§ WHAT YOU WILL DO: Retype exactly what appears below from the line containing "middle dip: (698, 1011)" down to the line containing "wrist: (110, 215)", keeping both end lines. Do not include pictures.

-- EXTRACTED RECORDS follows --

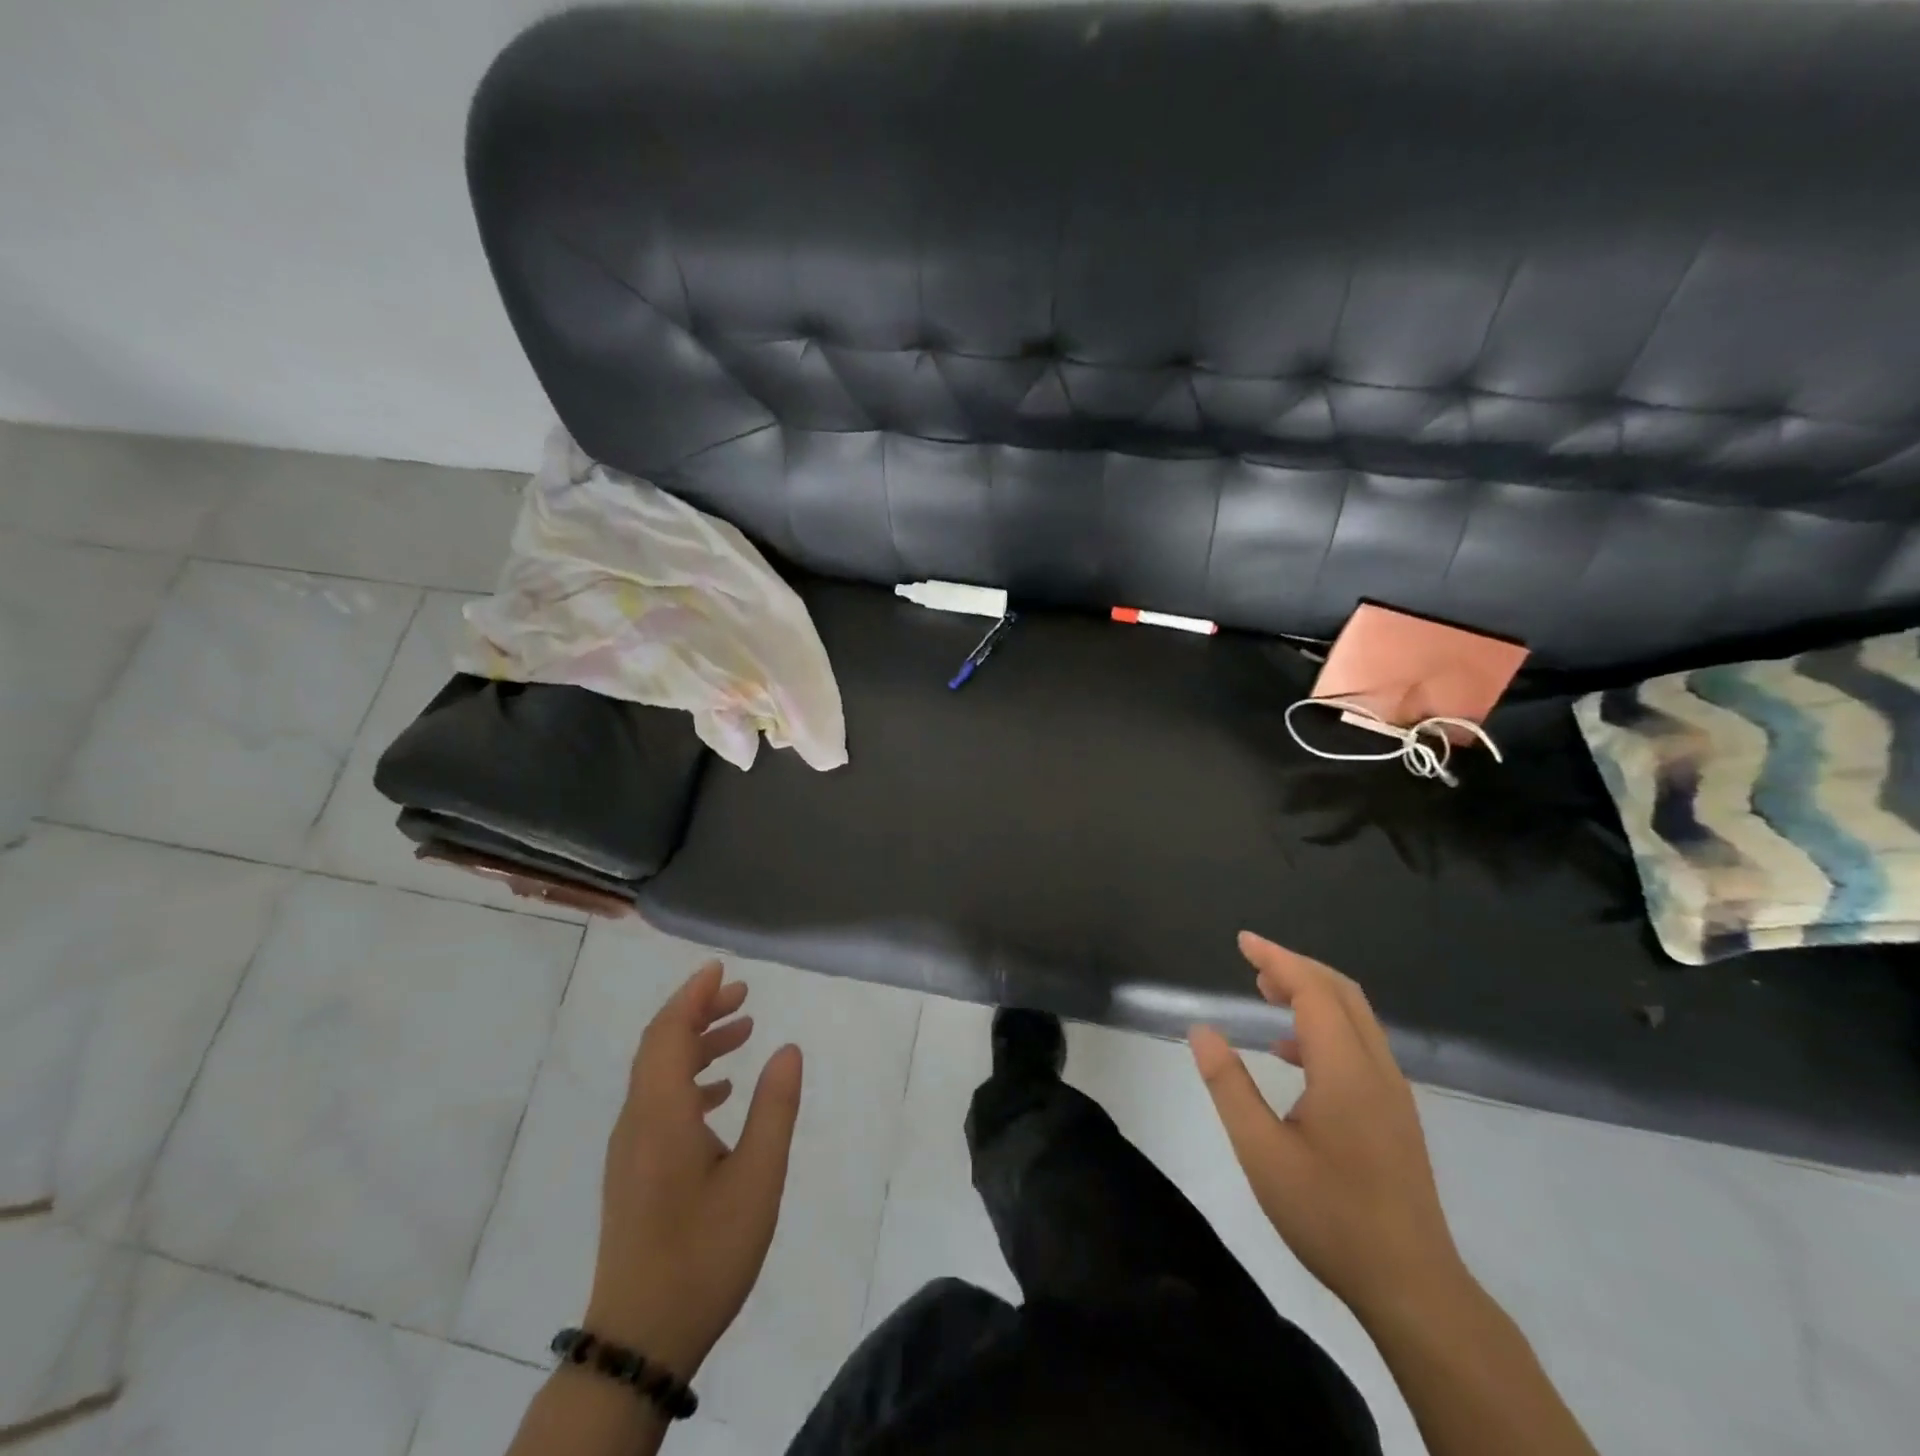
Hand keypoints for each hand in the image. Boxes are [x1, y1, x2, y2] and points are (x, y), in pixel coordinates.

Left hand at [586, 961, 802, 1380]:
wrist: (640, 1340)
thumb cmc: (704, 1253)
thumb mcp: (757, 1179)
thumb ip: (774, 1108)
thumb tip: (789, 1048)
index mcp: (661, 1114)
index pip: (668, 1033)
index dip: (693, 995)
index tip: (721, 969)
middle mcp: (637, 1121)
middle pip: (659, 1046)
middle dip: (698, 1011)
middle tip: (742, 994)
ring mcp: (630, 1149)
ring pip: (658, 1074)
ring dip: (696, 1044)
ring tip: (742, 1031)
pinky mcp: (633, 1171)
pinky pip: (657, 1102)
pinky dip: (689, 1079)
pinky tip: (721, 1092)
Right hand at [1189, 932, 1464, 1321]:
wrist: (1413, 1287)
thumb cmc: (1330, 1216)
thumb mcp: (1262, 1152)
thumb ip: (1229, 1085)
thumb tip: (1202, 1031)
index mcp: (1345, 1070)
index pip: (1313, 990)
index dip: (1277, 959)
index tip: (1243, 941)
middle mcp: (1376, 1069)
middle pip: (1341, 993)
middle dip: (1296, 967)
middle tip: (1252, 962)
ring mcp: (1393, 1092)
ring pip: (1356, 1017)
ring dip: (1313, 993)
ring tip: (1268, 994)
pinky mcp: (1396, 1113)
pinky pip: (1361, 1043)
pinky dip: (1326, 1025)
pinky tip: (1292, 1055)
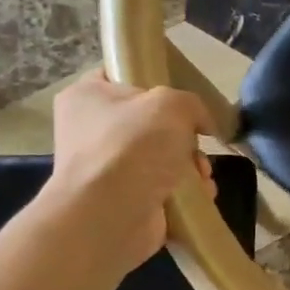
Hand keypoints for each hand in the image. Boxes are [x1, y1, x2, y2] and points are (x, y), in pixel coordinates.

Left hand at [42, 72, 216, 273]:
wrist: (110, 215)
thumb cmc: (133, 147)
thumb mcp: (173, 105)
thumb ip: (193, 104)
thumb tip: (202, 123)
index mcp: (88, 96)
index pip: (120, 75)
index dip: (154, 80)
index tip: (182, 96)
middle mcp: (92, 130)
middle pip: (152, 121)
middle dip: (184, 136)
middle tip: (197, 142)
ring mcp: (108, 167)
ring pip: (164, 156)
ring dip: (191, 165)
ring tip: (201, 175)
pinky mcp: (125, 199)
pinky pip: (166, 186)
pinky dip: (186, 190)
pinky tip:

-- EXTRACTED RECORDS concluded --
-- EXTRACTED RECORDS follows --

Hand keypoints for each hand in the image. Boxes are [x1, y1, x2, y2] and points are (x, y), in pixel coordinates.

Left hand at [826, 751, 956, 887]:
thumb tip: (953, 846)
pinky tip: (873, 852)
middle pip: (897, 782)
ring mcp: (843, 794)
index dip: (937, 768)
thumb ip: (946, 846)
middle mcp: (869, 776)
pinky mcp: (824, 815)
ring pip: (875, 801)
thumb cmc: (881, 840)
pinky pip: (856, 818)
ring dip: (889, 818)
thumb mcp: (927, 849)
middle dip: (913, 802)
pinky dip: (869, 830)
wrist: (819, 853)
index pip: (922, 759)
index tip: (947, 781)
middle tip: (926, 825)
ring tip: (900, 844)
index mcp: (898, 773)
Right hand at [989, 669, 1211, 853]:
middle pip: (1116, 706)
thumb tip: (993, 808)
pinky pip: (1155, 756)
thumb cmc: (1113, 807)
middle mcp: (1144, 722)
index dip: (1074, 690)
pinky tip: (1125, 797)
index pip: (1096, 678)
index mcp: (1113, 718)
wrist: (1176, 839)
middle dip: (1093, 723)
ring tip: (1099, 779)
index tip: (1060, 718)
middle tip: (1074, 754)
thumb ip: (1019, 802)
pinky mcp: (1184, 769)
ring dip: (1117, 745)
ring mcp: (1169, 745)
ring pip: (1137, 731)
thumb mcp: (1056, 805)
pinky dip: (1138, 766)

-- EXTRACTED RECORDS concluded --

§ RESULT OF THE EXERCISE:
middle dip: (698, 1011)
middle tip: (742, 994)
ring mcp: (630, 1149)
ring pip: (658, 1074)
ring dip: (696, 1044)
ring tip: (742, 1031)
pinky mcp: (633, 1171)
pinky pip: (657, 1102)
pinky dip: (689, 1079)
pinky tip: (721, 1092)
Right hand at [1189, 932, 1464, 1321]:
wrist: (1413, 1287)
thumb cmc: (1330, 1216)
thumb mcp: (1262, 1152)
thumb ip: (1229, 1085)
thumb tip: (1202, 1031)
index mcp: (1345, 1070)
index pip: (1313, 990)
index dip: (1277, 959)
index tip: (1243, 941)
middle mcp: (1376, 1069)
middle pip: (1341, 993)
middle dip: (1296, 967)
middle tip: (1252, 962)
ring mcp: (1393, 1092)
ring pip: (1356, 1017)
ring dip: (1313, 993)
ring tip: (1268, 994)
pinky mcp: (1396, 1113)
pinky pip: (1361, 1043)
pinky dip: (1326, 1025)
pinky tip: (1292, 1055)
Hand keypoints for each hand in the image. Boxes are [x1, y1, x2, y2] and points are (x, y), in pixel coordinates.

Left hand at [42, 72, 216, 273]:
wrist: (110, 215)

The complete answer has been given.